Afonso Borges vive na literatura. Não sei se vive da literatura. Coleciona escritores e livros e transforma, ambos, em amigos íntimos. Afonso tem um papo manso, de mineiro, que transferiu para a mais aconchegante das formas de entrevistar os autores que convida, desde os desinibidos e confiantes, aos tímidos e ensimesmados. Era apenas natural que Afonso escrevesse e que, na escrita, fosse breve como suas frases, mas com a densidade de sua vivência literária. Seus contos abrigam poesia, como flashes, como breves epifanias: “aura índigo”, “misto de calma e pânico”, “os olhos de carvão”, “um nó, absoluto e impossível”, “túneis escuros de esperança e ódio”, “o olhar triste do mundo”. Tem linguagem própria, autêntica inclusive nas referências a outros autores.
Os contos começam cotidianos, como um caso mineiro, desses que se conta ao pé do fogo, com uma pinga boa rodando a roda. Mas não terminam cotidianamente. Como em todo bom conto, irrompe ora o inesperado, ora o apenas insinuado, um toque de mistério ou uma pitada de absurdo. Não raro o puro absurdo do cotidiano de nossos tempos. Afonso Borges é da linhagem dos contistas econômicos nas palavras. Autor de contos curtos e densos, que começam pequenos e terminam metafísicos. Afonso Borges é poeta de origem e um autor de frases ricas de poesia e significado. Em qualquer páginas dos curtos contos, é possível encontrar pérolas como essa, de “A brisa, a queda, o Gueto de Vilna”: “A fala era dele, sabia. Mas a imaginação ia longe, perto do mal, longe do real.” Ou essa, de “A encruzilhada, o assovio e as garças”: “Era uma terra sem sol nem noite. Apenas a penumbra mágica das nuvens eternas. Um outro planeta, pensou o rapaz.” E essa, de “O sinal, a respiração presa e a eternidade”: “Olhos fixos nos pontos vermelhos que compunham o círculo do sinal. Ela não imaginava aquilo.” Ou, em “O vulcão, o rum e a bola dividida entre continentes”: “Nós somo iguais: nós nos fizemos. Saímos da casca sem reboco, mal-acabados, infernais. Nem Deus estava por ali, naquela hora.” Dá ou não ganas de saber do que se trata?

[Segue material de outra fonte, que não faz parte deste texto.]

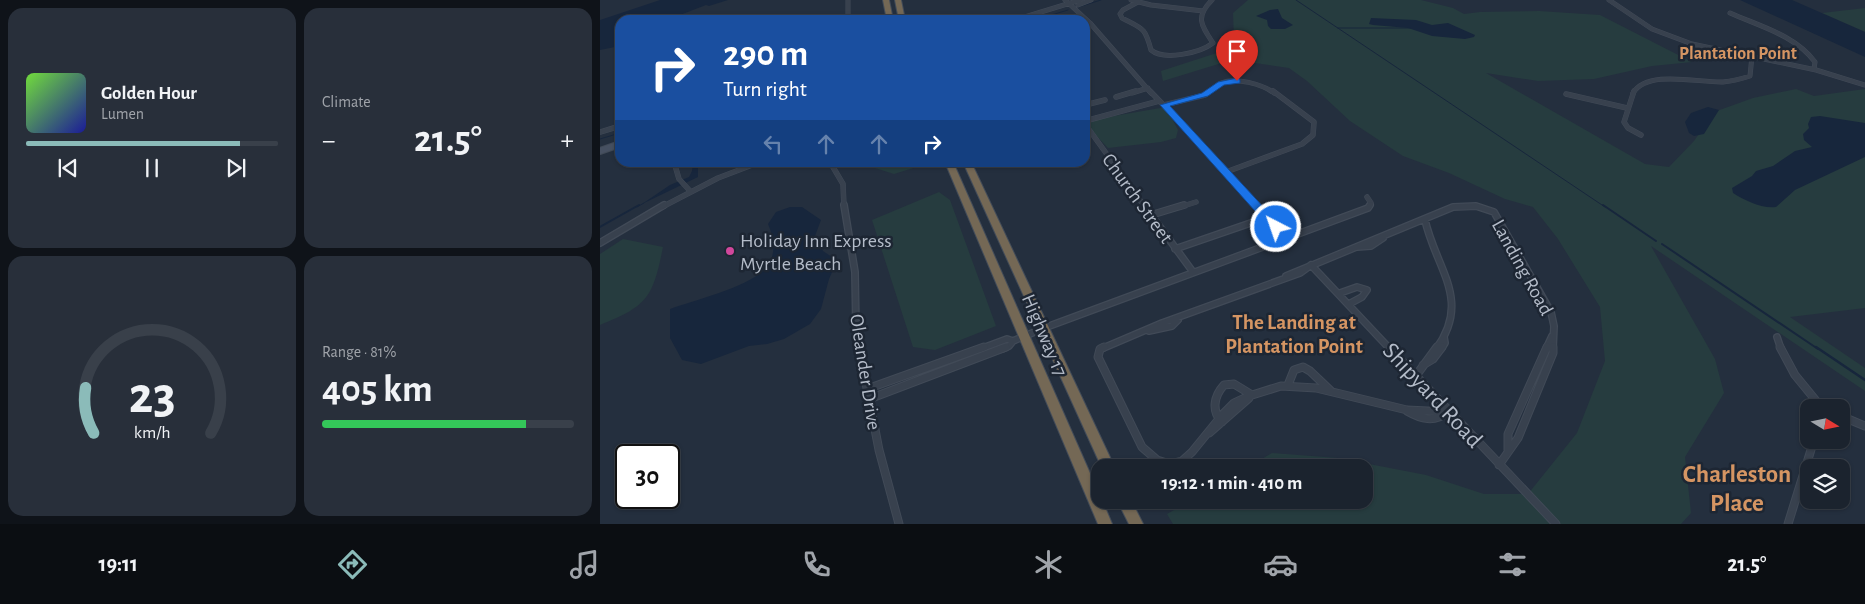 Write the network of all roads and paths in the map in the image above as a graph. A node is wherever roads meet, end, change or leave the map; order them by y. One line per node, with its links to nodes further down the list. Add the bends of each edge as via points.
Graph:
1 (848, 0): 14 (street)
2 (886, 0): 15 (highway)
3 (898, 0): 16 (highway)
4 (1065, 0): 11 (street)
5 (1080, 0): 11 (street)
6 (1091, 0): 11 (street)
7 (1131, 0): 10 (street)
8 (1212, 0): 12 (street)
9 (1610, 0): 21 (street, via 1644,25 1668,36)
10 (1138, 2): 12 (street); 12 (street, via 1120,14 1142,29 1148,36 1150,50 1161,56 1211,46 1213,43 1201,27)
11 (1071, 5): 17 (street); 18 (street); 19 (street)
12 (1203, 11)
13 (1730, 13): 22 (street, via 1800,46 1813,57)
14 (848, 15)
15 (889, 15)
16 (901, 15)
17 (1034, 15)
18 (1042, 15)
19 (1080, 15)
20 (1090, 25): 24 (street)
21 (1752, 56): 22 (street); 31 (street, via 1750,76 1742,80 1645,82 1637,87)
22 (1814, 69): 23 (street)
23 (1865, 85)
24 (1148, 88): 26 (street); 28 (street)
25 (1566, 94): 31 (street)
26 (1116, 97)
27 (1105, 100): 29 (street)
28 (1159, 101): 30 (street); 32 (street)
29 (1090, 104)
30 (1164, 105): 46 (street); 46 (street, via 1205,95 1221,83 1237,81 1267,87 1314,122 1316,130 1313,137 1302,144)
31 (1627, 108): 36 (street, via 1624,122)
32 (1090, 122)
33 (615, 128): 35 (street)
34 (1090, 130): 50 (street, Church Street)
35 (600, 132)
36 (1641, 136)
37 (615, 140): 38 (main road)
38 (600, 145)
39 (615, 146): 40 (main road)
40 (600, 151)
41 (675, 167): 47 (street)
42 (747, 167): 47 (street)
43 (833, 167): 66 (street, Oleander Drive, via 843,184 844,216 855,272 856,329)
44 (951, 167): 63 (highway, Highway 17)
45 (969, 167): 61 (highway, Highway 17)
46 (1226, 172): 51 (street)
47 (691, 192): 54 (street)
48 (1367, 197): 53 (street, via 1371,203 1368,208)
49 (1196, 202): 50 (street)
50 (1151, 215): 55 (street, Church Street)
51 (1268, 217): 53 (street); 55 (street)
52 (1426, 224): 56 (street, Landing Road); 60 (street, Landing Road, via 1441,212 1459,207 1476,206 1494,212 1550,312); 64 (street, via 1454,304 1445,343 1436,357 1423,365)
53 (1284, 238): 57 (street)
54 (600, 244)
55 (1175, 249): 57 (street, Church Street)
56 (1311, 265): 58 (street, Shipyard Road); 74 (street, Landing Road, via 1300,273 1180,318 1172,326 1144,331 1100,349 1098,357 1142,447 1151,457 1165,464 1181,462 1190,456)
57 (1192, 272): 61 (street)
58 (1340, 293): 59 (street, Shipyard Road); 59 (street, via 1355,287 1366,290 1362,297)
59 (1349, 304): 64 (street, Shipyard Road)
60 (1554, 326): 68 (street, Landing Road, via 1551,340); 71 (street, Landing Road, via 1552,353)
61 (1044, 328): 63 (street); 79 (highway, Highway 17)
62 (1777, 337): 72 (street, via 1787,362)
63 (1019, 339): 66 (street, via 1007,339); 70 (street, via 1009,346); 83 (highway, Highway 17)
64 (1415, 377): 73 (street, Shipyard Road)
65 (1288, 385): 67 (street); 67 (street, via 1294,370 1303,367); 69 (street)
66 (867, 389): 70 (street, Oleander Drive)
67 (1332, 392): 73 (street, via 1435,420)
68 (1526, 394): 71 (street); 78 (street, Landing Road, via 1508,434)
69 (1252, 395): 74 (street); 74 (street, via 1227,383 1222,387 1214,409)
70 (869, 399): 82 (street, Oleander Drive)
71 (1534, 399): 78 (street, Landing Road, via 1518,438)
72 (1815, 399)
73 (1448, 412): 80 (street, Shipyard Road)
74 (1220, 420)
75 (1850, 420): 76 (street)
76 (1865, 426)
77 (1811, 449): 86 (street)
78 (1508, 450): 80 (street, Landing Road)
79 (1105, 459)
80 (1499, 465): 85 (street, Shipyard Road)
81 (1128, 509): 84 (highway)
82 (899, 524)
83 (1106, 524)
84 (1136, 524)
85 (1556, 524)
86 (1788, 524) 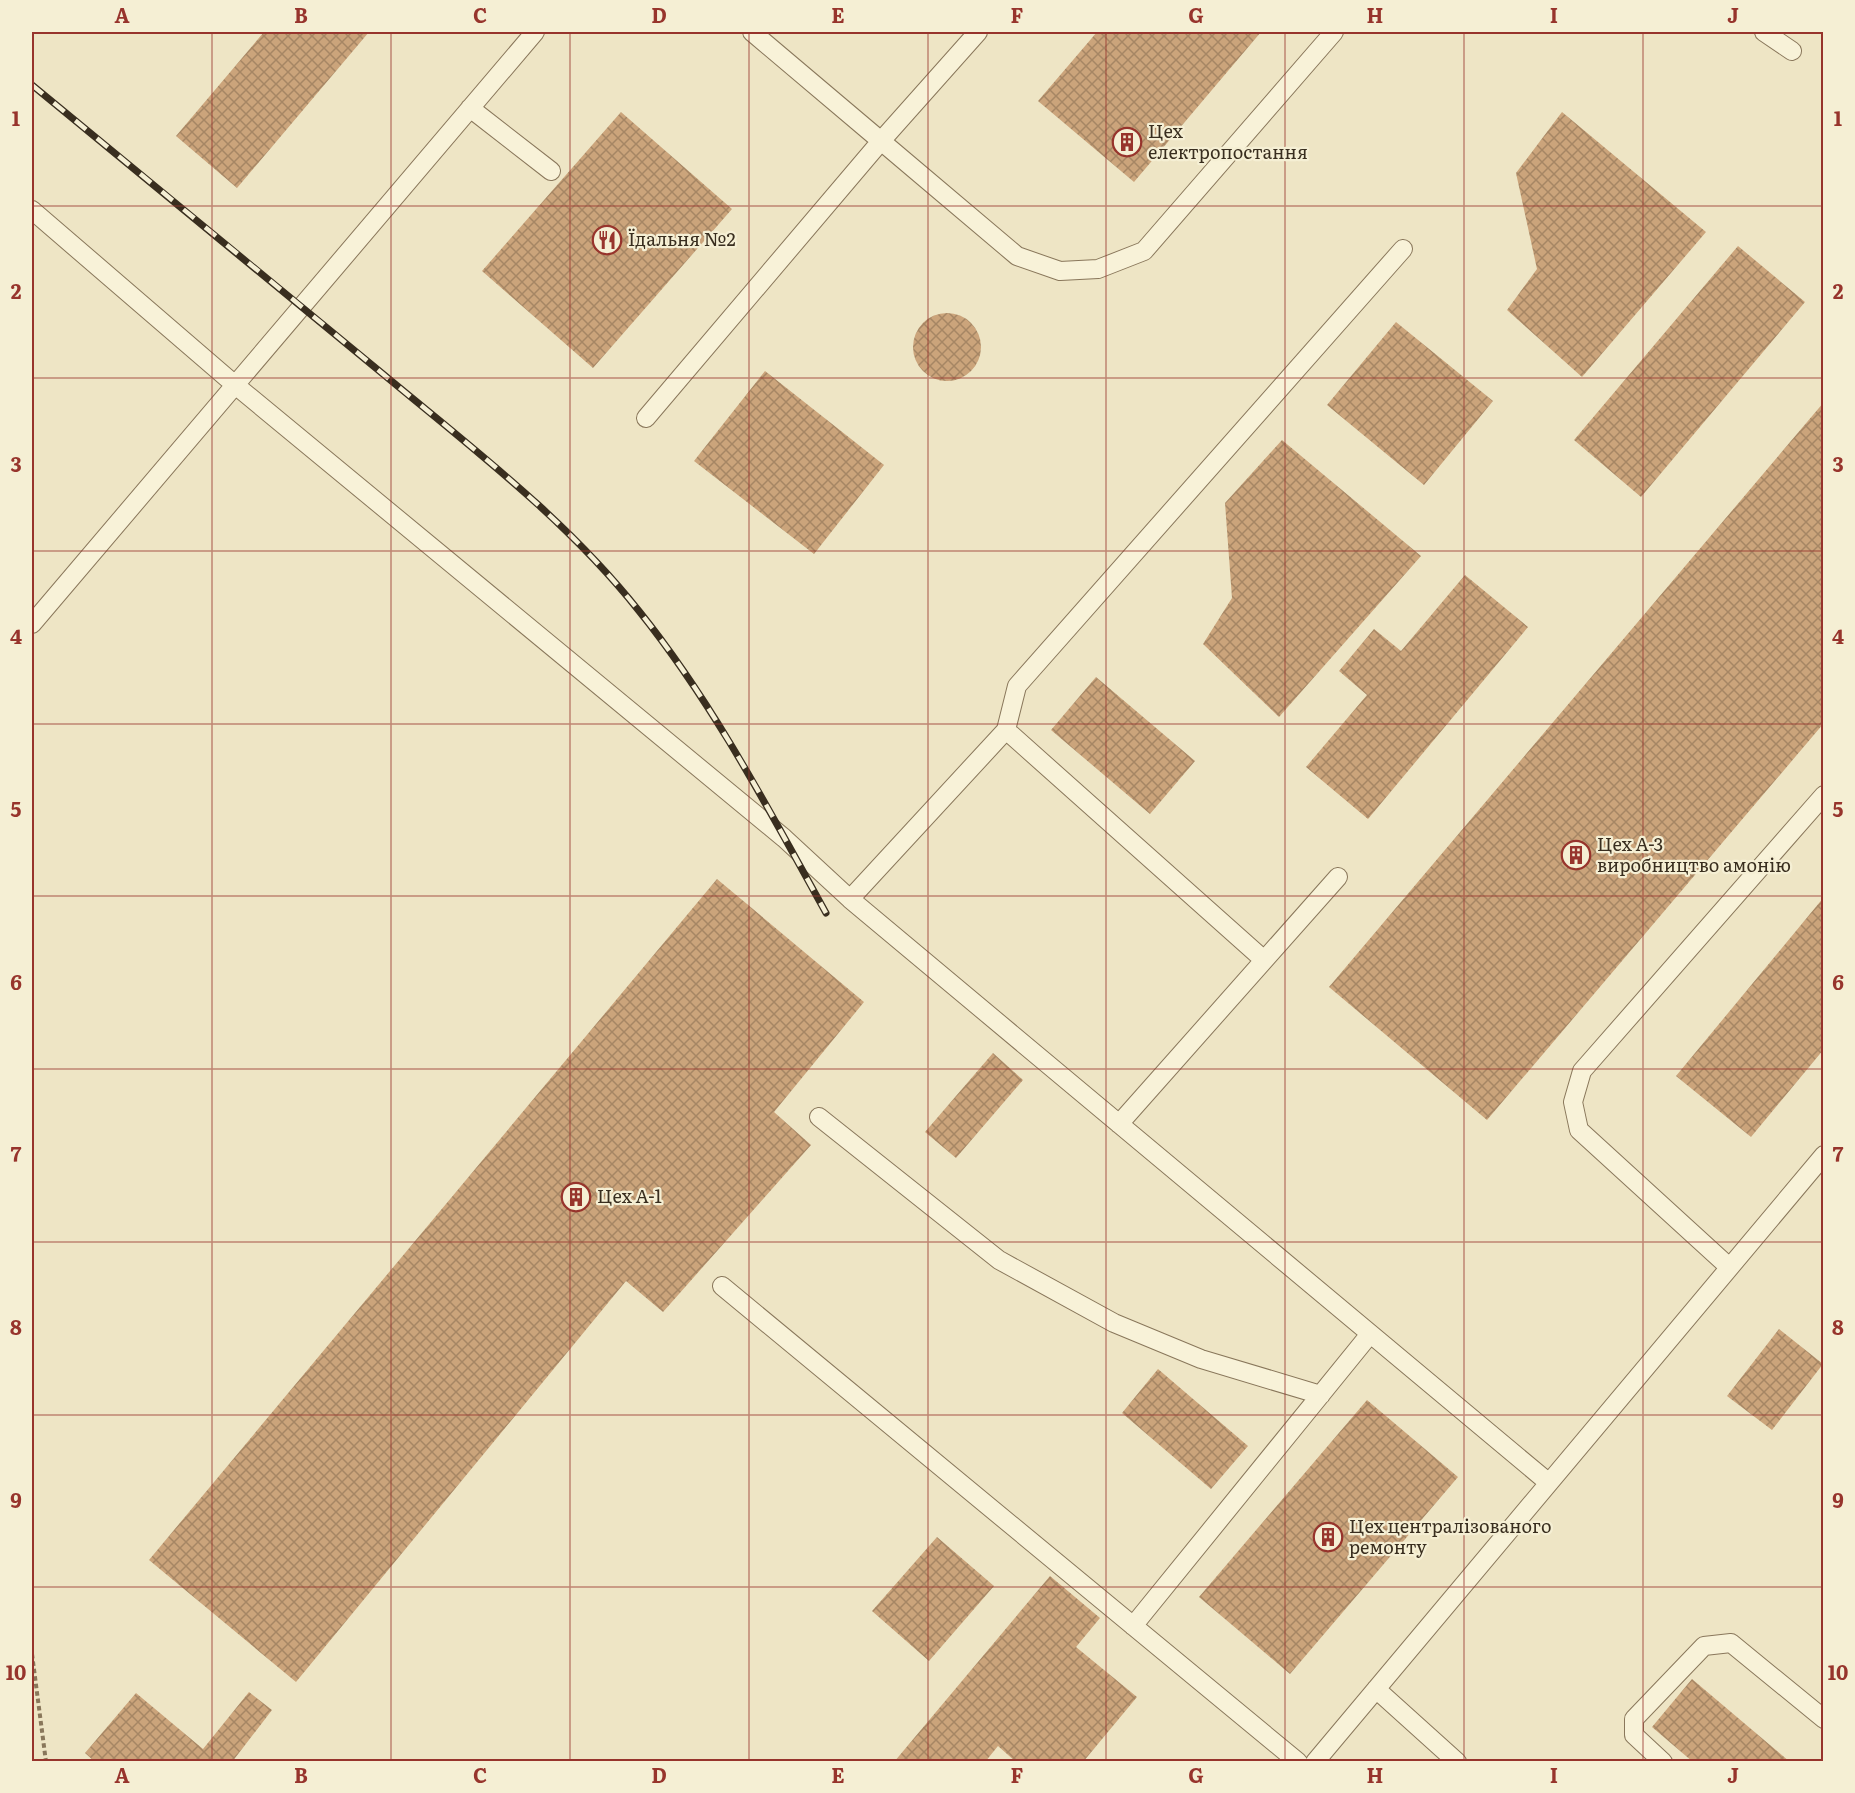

O conto é um gênero nobre da literatura, tratado com desprezo pela maioria dos editores no Brasil. Praticamente todos os grandes autores, em todos os tempos e lugares, foram exímios contistas: Machado, Guimarães Rosa, Clarice Lispector, Joyce, Hemingway, Tolstoi, Dostoyevski, Doris Lessing, Virginia Woolf e cada um pode adicionar os autores de sua predileção. O Brasil, e Minas Gerais, em particular, têm uma preciosa tradição no conto. Basta lembrar Murilo Rubião, que só escreveu contos, Rubens Fonseca, pois é, ele é mineiro sim, de Juiz de Fora; Luiz Vilela, de Ituiutaba; Lúcio Cardoso, de Curvelo; Ivan Ângelo, Barbacena; Carlos Herculano Lopes, de Coluna. Era natural, que Afonso Borges, mineiro de Belo Horizonte, colecionador de amigos escritores e livros, entrasse para a confraria mineira e universal dos contos. Da poesia e dos papos com autores, dos mais célebres aos iniciantes, Afonso passa à galeria dos contistas. Passar não lhe faz justiça. Salta, porque a qualidade dos contos desmente a ideia de um estreante no gênero. Afonso chega maduro, rebocado e bem-acabado para o que espero seja uma longa carreira como contista.